Tecnología: Pieza Clave en la Contabilidad

A lo largo de nuestra carrera profesional, y para aquellos que nos iniciamos laboralmente hace muchos años atrás, el uso de la tecnología facilitó nuestro trabajo y la forma de presentar información. Recuerdo que a inicios de los 90’s, la herramienta tecnológica más usada por los contadores (por lo menos en esta parte del continente) era una calculadora acompañada de una cinta de papel. Los cierres contables por lo general, (muchas veces cada 3 meses) eran bastante sacrificados, ya que para obtener los balances y poder presentarlos a la gerencia se requería de largas jornadas de trabajo.

Conforme pasó el tiempo (y muy rápidamente), llegó la modernización en los sistemas de contabilidad, varios de ellos desarrollados en lenguaje DOS. Estos sistemas tenían la ventaja de contar con reportes en hoja de cálculo, lo que conllevaba a que el contador también requiera tener conocimientos de hojas de cálculo y algo de programación en DOS para solucionar los errores contables, y de esta manera facilitar la preparación de los balances y reportes para la Gerencia.

En años posteriores, con la globalización de las empresas y la alta competencia de las mismas, aparecieron en el mercado los famosos ERP (Enterprise Resource Planning por sus siglas en inglés), siendo las más comerciales Oracle y SAP. Estas plataformas tecnológicas brindaban diversa información tanto financiera como de gestión.

Ahora nuestro ente fiscalizador (SUNAT) no se queda atrás y requiere desde hace algunos años que los contribuyentes presenten su información en distintos formularios (virtuales) que facilitaría su actividad revisora. Además, desarrollaron (y siguen en proceso de mejora) plataformas web para que los reportes de libros contables se realicen por este medio y tengan un mayor y mejor control sobre los contribuyentes.

Ante todo este avance tecnológico  y de procesos automatizados, seguimos (en algunos casos) teniendo el mismo problema: continuar con las amanecidas en los cierres contables.
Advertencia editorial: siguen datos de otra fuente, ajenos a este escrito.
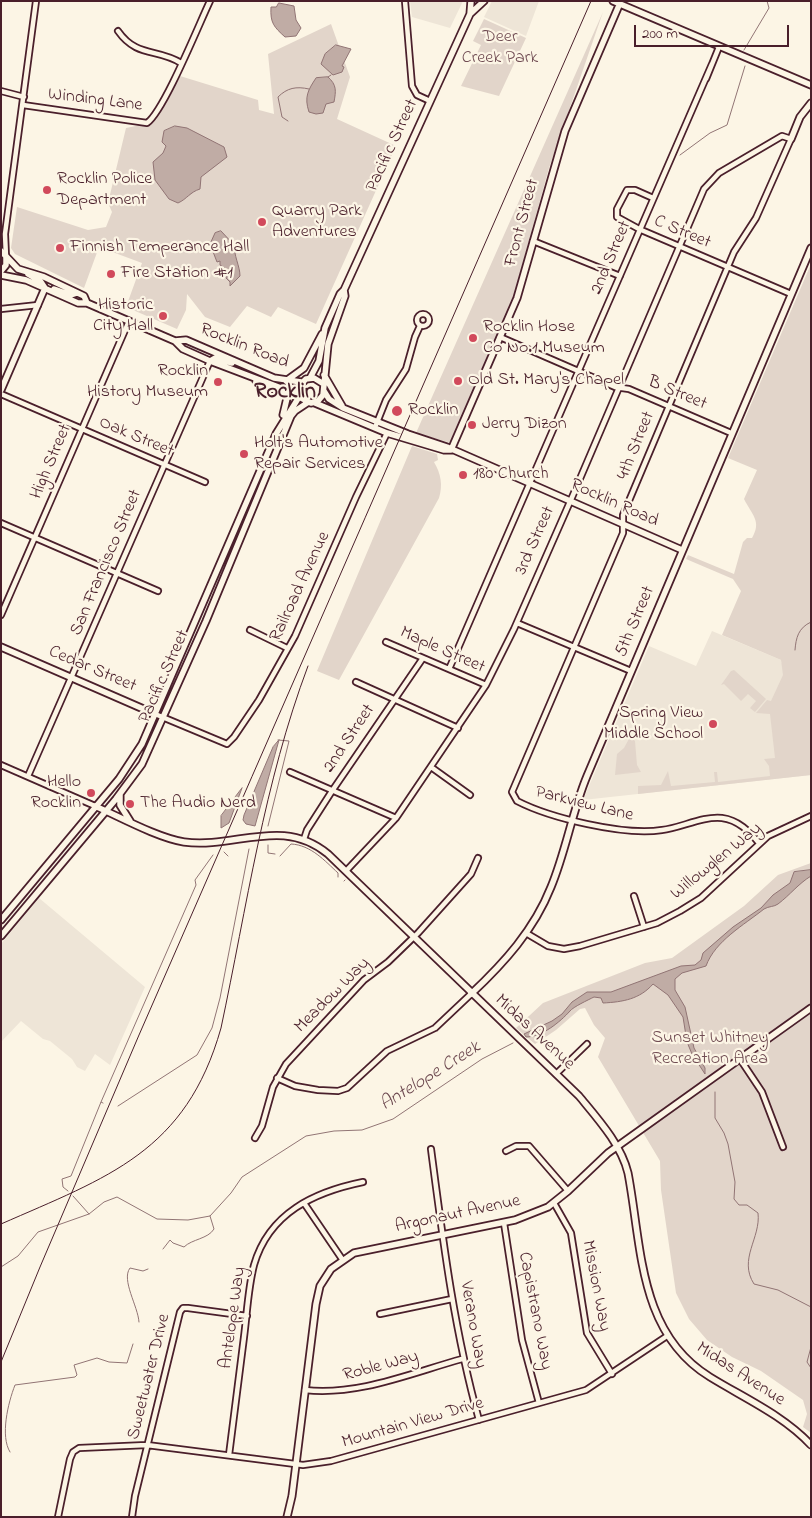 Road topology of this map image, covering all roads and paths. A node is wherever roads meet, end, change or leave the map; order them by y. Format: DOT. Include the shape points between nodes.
graph roads {
  1 [pos="36,1"];
  2 [pos="210,1"];
  3 [pos="405,1"];
  4 [pos="471,1"];
  5 [pos="484,1"];
  6 [pos="617,2"];
  7 [pos="470,14"];
  8 [pos="118,31"];
  9 [pos="719,47"];
  10 [pos="181,63"];
  11 [pos="811,85"];
  12 [pos="1,92"];
  13 [pos="24,97"];
  14 [pos="430,101"];
  15 [pos="811,103"];
  16 [pos="23,105"];
  17 [pos="790,139"];
  18 [pos="653,198"];
  19 [pos="639,229"];
  20 [pos="3,236"];
  21 [pos="533,240"];
  22 [pos="680,246"];
  23 [pos="811,248"];
  24 [pos="1,251"];
  25 [pos="6,257"];
  26 [pos="728,267"];
  27 [pos="24,271"];
  28 [pos="1,273"];
  29 [pos="620,276"];
  30 [pos="45,288"];
  31 [pos="344,290"];
  32 [pos="77,293"];
  33 [pos="792,294"];
  34 [pos="87,302"];
  35 [pos="38,305"];
  36 [pos="1,308"];
  37 [pos="129,321"];
  38 [pos="420,326"];
  39 [pos="324,331"];
  40 [pos="500,338"];
  41 [pos="175,341"];
  42 [pos="210,361"];
  43 [pos="239,363"];
  44 [pos="578,372"];
  45 [pos="323,375"];
  46 [pos="251,377"];
  47 [pos="310,378"];
  48 [pos="286,381"];
  49 [pos="301,382"];
  50 [pos="322,383"];
  51 [pos="620,387"];
  52 [pos="1,390"];
  53 [pos="324,391"];
  54 [pos="1,394"];
  55 [pos="298,395"];
  56 [pos="307,403"];
  57 [pos="315,403"];
  58 [pos="668,406"];
  59 [pos="343,408"];
  60 [pos="376,425"];
  61 [pos="82,430"];
  62 [pos="387,433"];
  63 [pos="731,433"];
  64 [pos="276,434"];
  65 [pos="451,450"];
  66 [pos="164,465"];
  67 [pos="205,482"];
  68 [pos="530,483"];
  69 [pos="570,501"];
  70 [pos="1,523"];
  71 [pos="622,523"];
  72 [pos="35,538"];
  73 [pos="682,550"];
  74 [pos="118,574"];
  75 [pos="158,591"];
  76 [pos="1,615"];
  77 [pos="517,623"];
  78 [pos="250,630"];
  79 [pos="386,642"];
  80 [pos="1,647"];
  81 [pos="574,647"];
  82 [pos="288,648"];
  83 [pos="423,658"];
  84 [pos="449,669"];
  85 [pos="631,672"];
  86 [pos="72,677"];
  87 [pos="356,682"];
  88 [pos="486,685"];
  89 [pos="394,700"];
  90 [pos="155,714"];
  91 [pos="164,717"];
  92 [pos="458,728"];
  93 [pos="226,744"];
  94 [pos="1,765"];
  95 [pos="431,767"];
  96 [pos="290,772"];
  97 [pos="28,776"];
  98 [pos="332,790"];
  99 [pos="120,794"];
  100 [pos="470,795"];
  101 [pos="514,797"];
  102 [pos="95,806"];
  103 [pos="105,811"];
  104 [pos="811,816"];
  105 [pos="396,818"];
  106 [pos="571,819"];
  107 [pos="130,821"];
  108 [pos="304,839"];
  109 [pos="759,843"];
  110 [pos="478,858"];
  111 [pos="51,860"];
  112 [pos="346,871"];
  113 [pos="43,885"];
  114 [pos="634,896"];
  115 [pos="1,920"];
  116 [pos="644,927"];
  117 [pos="4,929"];
  118 [pos="526,933"];
  119 [pos="1,936"];
  120 [pos="413,938"];
  121 [pos="471,994"];
  122 [pos="811,1008"];
  123 [pos="586,1044"];
  124 [pos="740,1059"];
  125 [pos="556,1074"];
  126 [pos="277,1078"];
  127 [pos="255,1138"];
  128 [pos="616,1147"];
  129 [pos="783,1147"];
  130 [pos="431,1149"];
  131 [pos="506,1151"];
  132 [pos="363,1182"];
  133 [pos="568,1191"];
  134 [pos="304,1203"];
  135 [pos="554,1203"];
  136 [pos="504,1223"];
  137 [pos="442,1235"];
  138 [pos="342,1259"];
  139 [pos="452,1299"];
  140 [pos="380,1314"];
  141 [pos="247,1316"];
  142 [pos="667,1336"];
  143 [pos="462,1359"];
  144 [pos="612,1374"];
  145 [pos="305,1390"];
  146 [pos="539,1403"];
  147 [pos="479,1420"];
  148 [pos="147,1445"];
  149 [pos="811,1445"];
  150 [pos="229,1455"];
  151 [pos="296,1464"];
  152 [pos="58,1517"];
  153 [pos="132,1517"];
  154 [pos="287,1517"];
  1 -- 13 [label="street"];
  2 -- 10 [label="street, Winding Lane"];
  3 -- 14 [label="street" via="412,86 417,95"];
  4 -- 7 [label="street, Pacific Street"];
  5 -- 7 [label="street, Pacific Street"];
  6 -- 9 [label="street"];
  6 -- 21 [label="street, Front Street" via="566,131"];
  7 -- 14 [label="street, Pacific Street"];
  8 -- 10 [label="street" via="139,50"];
  9 -- 11 [label="street"];
  9 -- 18 [label="street, 2nd Street"];
  10 -- 16 [label="street, Winding Lane" via="152,118 145,123"];
  12 -- 13 [label="street"];
  13 -- 16 [label="street"];
  14 -- 31 [label="street, Pacific Street"];
  15 -- 17 [label="street"];
  16 -- 20 [label="street"];
  17 -- 22 [label="street, 3rd Street" via="781,137 714,177 701,194"];
  17 -- 26 [label="street, 4th Street" via="756,218 741,239"];
  18 -- 19 [label="street, 2nd Street"];
  18 -- 19 [label="street, C Street" via="630,189 625,192 617,209 618,219"];
  19 -- 22 [label="street, C Street"];
  19 -- 29 [label="street, 2nd Street"];
  20 -- 25 [label="street"];
  21 -- 29 [label="street"];
  21 -- 40 [label="street, Front Street" via="523,281"];
  22 -- 26 [label="street, C Street"];
  22 -- 51 [label="street, 3rd Street"];
  23 -- 33 [label="street, 5th Street"];
  24 -- 25 [label="street, Rocklin Road"];
  25 -- 27 [label="street, Rocklin Road"];
  25 -- 28 [label="street"];
  26 -- 33 [label="street, C Street"];
  26 -- 58 [label="street, 4th Street"];
  27 -- 30 [label="street"];
  27 -- 32 [label="street, Rocklin Road"];
  28 -- 30 [label="street, Rocklin Road"];
  29 -- 44 [label="street, 2nd Street"];
  30 -- 32 [label="street" via="72,295"];
  30 -- 34 [label="street, Rocklin Road" via="78,304"];
  30 -- 35 [label="street"];
  31 -- 39 [label="street, Pacific Street"];
  31 -- 45 [label="street, Pacific Street" via="345,296 328,344"];
  32 -- 34 [label="street, Rocklin Road"];
  33 -- 63 [label="street, 5th Street"];
  34 -- 37 [label="street, Rocklin Road"];
  35 -- 36 [label="street"];
  35 -- 52 [label="street"];
  37 -- 41 [label="street, Rocklin Road"];
  37 -- 61 [label="street, High Street"];
  38 -- 60 [label="street" via="406,369 386,400"];
  39 -- 47 [label="street, Pacific Street" via="319,361"];
  39 -- 48 [label="street" via="304,368"];
  40 -- 44 [label="street, B Street"];
  40 -- 65 [label="street, Front Street"];
  41 -- 42 [label="street, Rocklin Road"];
  41 -- 43 [label="street, Rocklin Road" via="186,340"];
  42 -- 43 [label="street" via="215,358"];
  42 -- 46 [label="street, Rocklin Road"];
  42 -- 66 [label="street, San Francisco Street"];
  43 -- 48 [label="street, Rocklin Road"];
  44 -- 51 [label="street, B Street"];
  44 -- 68 [label="street, 2nd Street"];
  45 -- 50 [label="street, Pacific Street"];
  45 -- 59 [label="street"];
  46 -- 55 [label="street, Rocklin Road" via="290,389"];
  46 -- 64 [label="street" via="287,398"];
  47 -- 49 [label="street"];
  47 -- 50 [label="street"];
  48 -- 49 [label="street, Rocklin Road"];
  49 -- 55 [label="street"];
  50 -- 53 [label="street"];
  51 -- 58 [label="street, B Street"];
  51 -- 69 [label="street, 3rd Street"];
  53 -- 57 [label="street"];
  53 -- 59 [label="street, Rocklin Road" via="329,399"];
  54 -- 61 [label="street, Oak Street"];
  55 -- 56 [label="street"];
  55 -- 64 [label="street, Pacific Street"];
  56 -- 57 [label="street"];
  56 -- 91 [label="street, Pacific Street" via="291,416 258,501"];
  57 -- 60 [label="street, Rocklin Road"];
  58 -- 63 [label="street, B Street"];
  58 -- 71 [label="street, 4th Street"];
  59 -- 60 [label="street, Rocklin Road"];
  60 -- 62 [label="street, Rocklin Road"];
  60 -- 65 [label="street, Rocklin Road"];
  61 -- 66 [label="street, Oak Street"];
  61 -- 72 [label="street, High Street"];
  62 -- 65 [label="street, Rocklin Road"];
  62 -- 82 [label="street, Railroad Avenue"];
  63 -- 73 [label="street, 5th Street"];
  64 -- 90 [label="street, Pacific Street"];
  65 -- 68 [label="street, Rocklin Road"];
  66 -- 67 [label="street, Oak Street"];
  66 -- 74 [label="street, San Francisco Street"];
  68 -- 69 [label="street, Rocklin Road"];
  68 -- 84 [label="street, 2nd Street"];
  69 -- 71 [label="street, Rocklin Road"];
  69 -- 77 [label="street, 3rd Street"];
  70 -- 72 [label="street"];
  71 -- 73 [label="street, Rocklin Road"];
  71 -- 81 [label="street, 4th Street" via="623,533"];
  72 -- 74 [label="street"];
  72 -- 76 [label="street, High Street"];
  73 -- 85 [label="street, 5th Street"];
  74 -- 75 [label="street"];
  74 -- 86 [label="street, San Francisco Street"];
  77 -- 81 [label="street"];
  77 -- 88 [label="street, 3rd Street"];
  78 -- 82 [label="street"];
  79 -- 83 [label="street, Maple Street"];
  80 -- 86 [label="street, Cedar Street"];
  81 -- 85 [label="street"];
  81 -- 101 [label="street, 4th Street" via="514,787"];
  82 -- 93 [label="street, Railroad Avenue" via="259,700"];
  83 -- 84 [label="street, Maple Street"];
  83 -- 89 [label="street, 2nd Street"];
  84 -- 88 [label="street, Maple Street"];
  85 -- 106 [label="street, 5th Street"];
  86 -- 90 [label="street, Cedar Street"];
  86 -- 97 [label="street, San Francisco Street"];
  87 -- 89 [label="street"];
  88 -- 92 [label="street, 3rd Street"];
  89 -- 92 [label="street"];
  89 -- 98 [label="street, 2nd Street"];
  90 -- 91 [label="street, Cedar Street"];
  90 -- 102 [label="street, Pacific Street" via="136,755"];
  91 -- 93 [label="street, Cedar Street"];
  91 -- 99 [label="street, Pacific Street" via="142,764"];
  92 -- 95 [label="street, 3rd Street"];
  94 -- 97 [label="street"];
  95 -- 100 [label="street"];
  95 -- 105 [label="street, 3rd Street"];
  96 -- 98 [label="street"];
  97 -- 102 [label="street"];
  98 -- 105 [label="street"];
  98 -- 108 [label="street, 2nd Street"];
  99 -- 103 [label="street, Pacific Street"];
  99 -- 107 [label="street" via="120,805"];
  101 -- 106 [label="street, Parkview Lane" via="522,803"];
  102 -- 103 [label="street, Midas Avenue"];
  102 -- 111 [label="street, Pacific Street"];
  103 -- 107 [label="street, Midas Avenue"];
  103 -- 113 [label="street, Pacific Street"];
  104 -- 109 [label="street, Willowglen Way"];
  105 -- 112 [label="street, 3rd Street"];
  106 -- 109 [label="street, Parkview Lane" via="615,830 643,832 722,818 741,825"];
  106 -- 118 [label="street, 5th Street" via="551,887"];
  107 -- 108 [label="street, Midas Avenue" via="185,842 278,834"];
  108 -- 112 [label="street, Midas Avenue" via="319,847"];
  109 -- 116 [label="street, Willowglen Way" via="692,904"];
  110 -- 120 [label="street, Meadow Way" via="471,874"];
  111 -- 113 [label="street"];
  111 -- 115 [label="street, Pacific Street"];
  112 -- 120 [label="street, Midas Avenue"];
  113 -- 117 [label="street, Pacific Street"];
  114 -- 116 [label="street"];
  116 -- 118 [label="street, Willowglen Way" via="564,949 548,946"];
  117 -- 119 [label="street, Pacific Street"];
  118 -- 121 [label="street, 5th Street"];
  120 -- 121 [label="street, Midas Avenue"];
  120 -- 126 [label="street, Meadow Way" via="364,980 286,1064"];
  121 -- 125 [label="street, Midas Avenue"];
  121 -- 126 [label="street" via="441,1024 387,1050 347,1088 318,1090 295,1086"];
  122 -- 124 [label="street, Argonaut Avenue"];
  123 -- 125 [label="street"];
  124 -- 128 [label="street, Argonaut Avenue"];
  124 -- 129 [label="street" via="770,1108"];
  125 -- 128 [label="street, Midas Avenue" via="585,1104"];
  126 -- 127 [label="street, Meadow Way"];
  128 -- 133 [label="street, Argonaut Avenue"];
  128 -- 142 [label="street, Midas Avenue" via="628,1173 648,1292"];
  130 -- 137 [label="street, Verano Way"];
  131 -- 133 [label="street" via="516,1146 529,1146"];
  132 -- 134 [label="street, Antelope Way" via="324,1191"];
  133 -- 135 [label="street, Argonaut Avenue"];
  134 -- 138 [label="street"];
  134 -- 141 [label="street, Antelope Way" via="276,1224 260,1249"];
  135 -- 136 [label="street, Argonaut Avenue" via="532,1215"];
  135 -- 144 [label="street, Mission Way" via="571,1233 587,1333"];
  136 -- 137 [label="street, Argonaut Avenue"];
  136 -- 146 [label="street, Capistrano Way" via="522,1340"];
  137 -- 138 [label="street, Argonaut Avenue" via="364,1250"];
  137 -- 139 [label="street, Verano Way"];
  138 -- 145 [label="street, Argonaut Avenue" via="327,1274 318,1293"];
  139 -- 140 [label="street"];
  139 -- 143 [label="street, Verano Way"];
  141 -- 148 [label="street, Sweetwater Drive" via="183,1308"];
  141 -- 150 [label="street, Antelope Way"];
  142 -- 144 [label="street, Mountain View Drive"];
  142 -- 149 [label="street, Midas Avenue" via="700,1371 783,1421"];
  143 -- 145 [label="street, Roble Way" via="354,1389 333,1392"];
  143 -- 147 [label="street, Verano Way"];
  144 -- 146 [label="street, Mountain View Drive" via="586,1390"];
  145 -- 151 [label="street, Argonaut Avenue"];
  146 -- 147 [label="street, Mountain View Drive"];
  147 -- 151 [label="street, Mountain View Drive" via="331,1462"];
  148 -- 150 [label="street, Mountain View Drive"];
  148 -- 152 [label="street, Mountain View Drive" via="79,1448 73,1452"];
  148 -- 153 [label="street, Sweetwater Drive"];
  150 -- 151 [label="street, Mountain View Drive"];
  151 -- 154 [label="street, Argonaut Avenue"];
}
A veces creo que nosotros los contadores buscamos (inconscientemente) las largas jornadas de trabajo para no “perder la costumbre”. Sin embargo, esta mala práctica se ha ido superando fundamentalmente por las siguientes razones:

  1. Entendimiento de las operaciones de la empresa.
  2. Cumplimiento de cronogramas de actividades.
  3. Capacidad técnica y diligencia del equipo de trabajo.
  4. Diseño apropiado para un funcionamiento eficiente de la plataforma tecnológica.
  5. Revisión y validación de los resultados obtenidos.

Es importante establecer los objetivos correctamente para una adecuada práctica contable. La profesión requiere que nuestra participación no sólo involucre cifras, sino también que nuestros números se encuentren acompañados de propuestas claras, además de poder identificar potenciales riesgos y/o contingencias.

Finalmente, es clave que la tecnología nos acompañe y ayude a que nuestro tiempo verdaderamente se destine a trabajo “inteligente” y no a tareas operativas.

Si trabajamos utilizando la tecnología de forma eficiente dejaremos de ser la única y última luz encendida pasada la jornada laboral y nos transformaremos en contadores que brindan soluciones a las empresas.